Giggino è tornato, i problemi anche. Ecco le ultime 4 bugie di De Magistris

“Risanato conti comune, no a sacco Bagnoli, ordinato a chi ha inquinato di pagare, no a camorra, cricche e casta: ecco perché vogliono eliminarci”. Lo ha scritto, qualche giorno fa, Luigi De Magistris su twitter. Il che, letto così, sembra la denuncia e il grido di battaglia di un amministratore in trincea a difesa della propria città. Ma andiamo ad analizzare frase per frase il tweet e cerchiamo di capire se tali affermazioni corrispondono alla realtà.

“Risanato conti comune” presuppone interventi volti sostanzialmente a mettere in sicurezza finanziaria l’ente, riducendo i debiti. La realtà, invece, carte alla mano, ci dice che in tre anni e mezzo, sotto la guida De Magistris, il Comune di Napoli ha aumentato la debitoria di circa 1 miliardo di euro (duemila miliardi delle vecchie lire) ed è finito al predissesto. Dunque nessun risanamento, ma cronicizzazione di una situazione di pericolo finanziario.

“No a sacco Bagnoli, ordinato a chi ha inquinato di pagare” presuppone atti volti a evitare speculazioni sull’area.
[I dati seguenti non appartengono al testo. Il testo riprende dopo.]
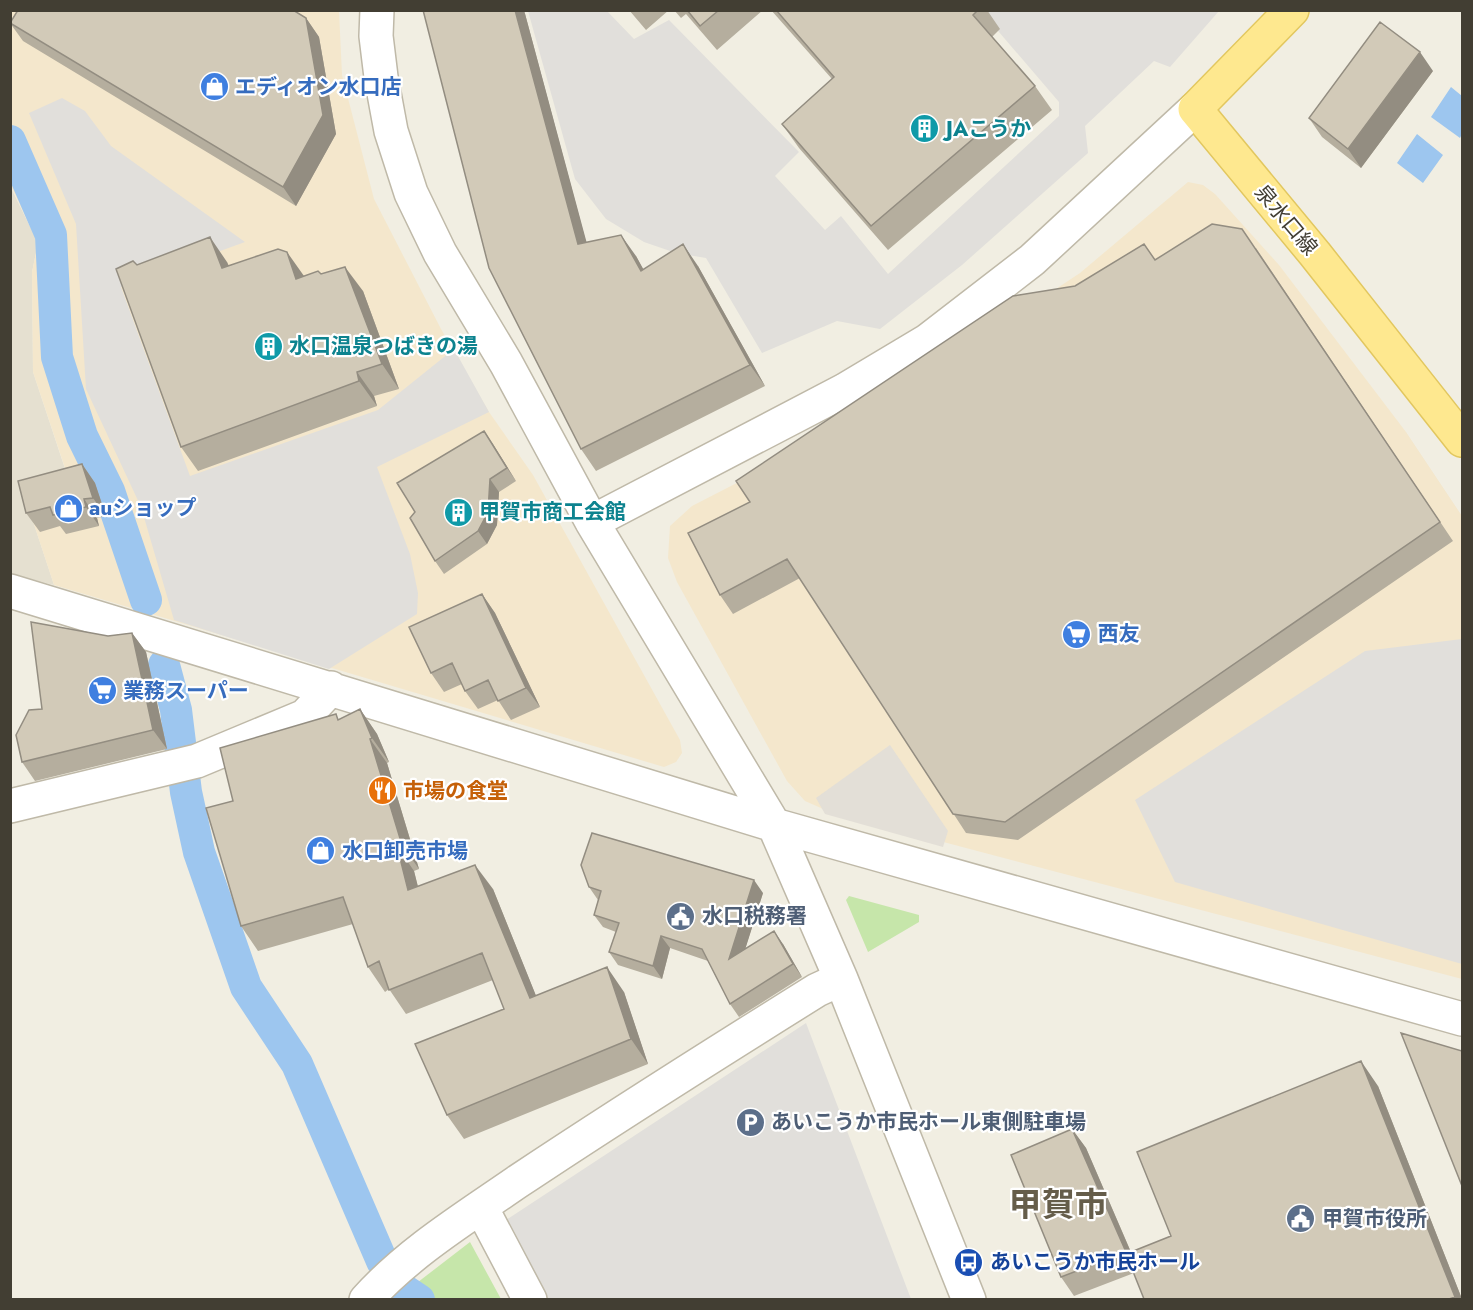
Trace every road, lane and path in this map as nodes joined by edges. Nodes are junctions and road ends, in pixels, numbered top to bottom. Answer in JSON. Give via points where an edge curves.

Ed invece, ripercorrendo gli ultimi avvenimenti, constatiamo che, con l’amministrazione De Magistris, Bagnoli Futura è fallita ed i terreni – a causa di una discutibile delibera arancione – sono stati messi improvvidamente alla mercè dei creditori. Il Governo, vista l’incapacità dell’amministrazione di tutelare e dare una prospettiva di sviluppo a quel territorio, ha avocato a sé i poteri commissariando tutto. Impedendo, dunque, quello che potremmo definire l’autosacco di Bagnoli da parte del comune!
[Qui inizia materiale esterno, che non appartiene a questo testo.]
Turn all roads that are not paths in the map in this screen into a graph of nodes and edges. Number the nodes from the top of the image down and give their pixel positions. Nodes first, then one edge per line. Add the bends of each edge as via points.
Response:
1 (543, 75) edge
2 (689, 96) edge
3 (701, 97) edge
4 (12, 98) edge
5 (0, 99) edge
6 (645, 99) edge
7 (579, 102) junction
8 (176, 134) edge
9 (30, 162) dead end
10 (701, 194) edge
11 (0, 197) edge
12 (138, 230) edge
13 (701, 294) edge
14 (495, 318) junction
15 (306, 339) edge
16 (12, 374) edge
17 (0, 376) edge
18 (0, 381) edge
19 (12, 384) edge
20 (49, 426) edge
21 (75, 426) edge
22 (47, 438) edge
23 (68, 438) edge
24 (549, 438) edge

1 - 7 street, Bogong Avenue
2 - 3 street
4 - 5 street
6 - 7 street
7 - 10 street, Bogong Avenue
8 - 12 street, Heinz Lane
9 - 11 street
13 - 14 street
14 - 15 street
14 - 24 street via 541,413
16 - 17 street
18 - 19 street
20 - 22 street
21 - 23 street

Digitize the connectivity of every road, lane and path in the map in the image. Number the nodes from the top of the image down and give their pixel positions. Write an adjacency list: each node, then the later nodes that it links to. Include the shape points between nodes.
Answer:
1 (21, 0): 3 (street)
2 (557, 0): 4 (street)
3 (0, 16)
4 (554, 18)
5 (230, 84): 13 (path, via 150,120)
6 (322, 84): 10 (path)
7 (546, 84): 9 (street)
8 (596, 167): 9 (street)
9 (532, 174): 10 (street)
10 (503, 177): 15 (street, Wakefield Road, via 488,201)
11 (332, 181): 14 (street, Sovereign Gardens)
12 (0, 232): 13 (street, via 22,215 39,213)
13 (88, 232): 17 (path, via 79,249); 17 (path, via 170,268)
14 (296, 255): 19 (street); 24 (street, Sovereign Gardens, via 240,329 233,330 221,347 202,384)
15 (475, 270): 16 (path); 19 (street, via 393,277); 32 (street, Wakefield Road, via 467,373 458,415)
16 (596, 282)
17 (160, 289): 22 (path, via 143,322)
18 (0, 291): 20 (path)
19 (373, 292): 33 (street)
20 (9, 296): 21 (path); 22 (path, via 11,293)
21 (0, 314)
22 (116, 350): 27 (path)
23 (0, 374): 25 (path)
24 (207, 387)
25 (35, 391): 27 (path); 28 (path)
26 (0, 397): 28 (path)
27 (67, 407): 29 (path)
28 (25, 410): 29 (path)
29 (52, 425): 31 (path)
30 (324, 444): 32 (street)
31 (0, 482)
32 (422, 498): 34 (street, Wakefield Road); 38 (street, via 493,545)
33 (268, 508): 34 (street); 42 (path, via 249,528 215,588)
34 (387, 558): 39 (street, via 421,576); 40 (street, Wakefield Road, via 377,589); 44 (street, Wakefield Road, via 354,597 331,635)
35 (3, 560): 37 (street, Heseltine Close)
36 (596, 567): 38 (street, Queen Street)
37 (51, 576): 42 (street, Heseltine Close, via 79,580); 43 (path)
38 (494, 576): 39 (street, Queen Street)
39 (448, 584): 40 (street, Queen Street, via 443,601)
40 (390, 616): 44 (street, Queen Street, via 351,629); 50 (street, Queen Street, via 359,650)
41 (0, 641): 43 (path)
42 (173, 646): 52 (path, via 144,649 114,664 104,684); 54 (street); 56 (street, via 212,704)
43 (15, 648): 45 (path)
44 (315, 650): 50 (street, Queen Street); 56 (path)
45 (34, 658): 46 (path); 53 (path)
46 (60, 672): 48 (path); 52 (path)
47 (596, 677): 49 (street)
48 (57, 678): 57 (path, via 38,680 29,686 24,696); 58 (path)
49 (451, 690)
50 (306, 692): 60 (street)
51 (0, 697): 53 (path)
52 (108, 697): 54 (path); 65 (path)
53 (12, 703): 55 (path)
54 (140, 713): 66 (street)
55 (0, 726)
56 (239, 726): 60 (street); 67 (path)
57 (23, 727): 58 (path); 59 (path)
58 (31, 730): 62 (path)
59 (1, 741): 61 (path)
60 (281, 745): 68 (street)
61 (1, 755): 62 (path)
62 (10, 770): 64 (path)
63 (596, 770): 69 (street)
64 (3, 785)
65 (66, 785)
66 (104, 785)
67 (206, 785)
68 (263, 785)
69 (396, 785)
 “No a camorra, cricche e casta”. Sulla camorra, al di là di slogan e adesioni a manifestazioni, si fatica a trovare interventi e atti deliberativi dell’amministrazione efficaci e sistemici per minare il controllo della camorra su determinate aree del territorio. Su cricche e casta non si puó non rilevare la solita genericità con cui De Magistris prova a scaricare su nemici immaginari e indefiniti colpe e responsabilità. Viceversa salta agli occhi che esponenti di questa amministrazione, sindaco in testa, sono stati oggetto di avvisi di garanzia, rinvii a giudizio e condanne con una frequenza mai registrata in precedenza.”
“Ecco perché vogliono eliminarci” è il concetto madre di ogni fase della vita pubblica di De Magistris. Si ritiene, da sempre, vittima di qualcuno che farebbe di tutto per sollevarlo dai suoi incarichi. Molto evocativo. Però, approfondendo la questione, troviamo un puntuale provvedimento di censura da parte del Csm per i metodi con cui l’ex Pm svolgeva il proprio mandato; troviamo le sue autonome dimissioni da europarlamentare; troviamo i fallimenti amministrativi che hanno costellato la sua esperienza amministrativa di sindaco di Napoli e che stanno portando al progressivo commissariamento della città. Delle due l’una: o De Magistris è realmente vittima di un complotto intergalattico che mette insieme la magistratura italiana, l’Unione Europea, il Governo nazionale (e magari anche Obama e Al Pacino che non hanno risposto al suo invito di venire a Napoli!) oppure, più semplicemente, si mostra inadatto ad ogni ruolo che viene chiamato a ricoprire e, per il quale, non è mai riconfermato.Quante bugie in 140 caratteri, vero?Sono semplicemente i motivi per i quali De Magistris continua ad autoeliminarsi.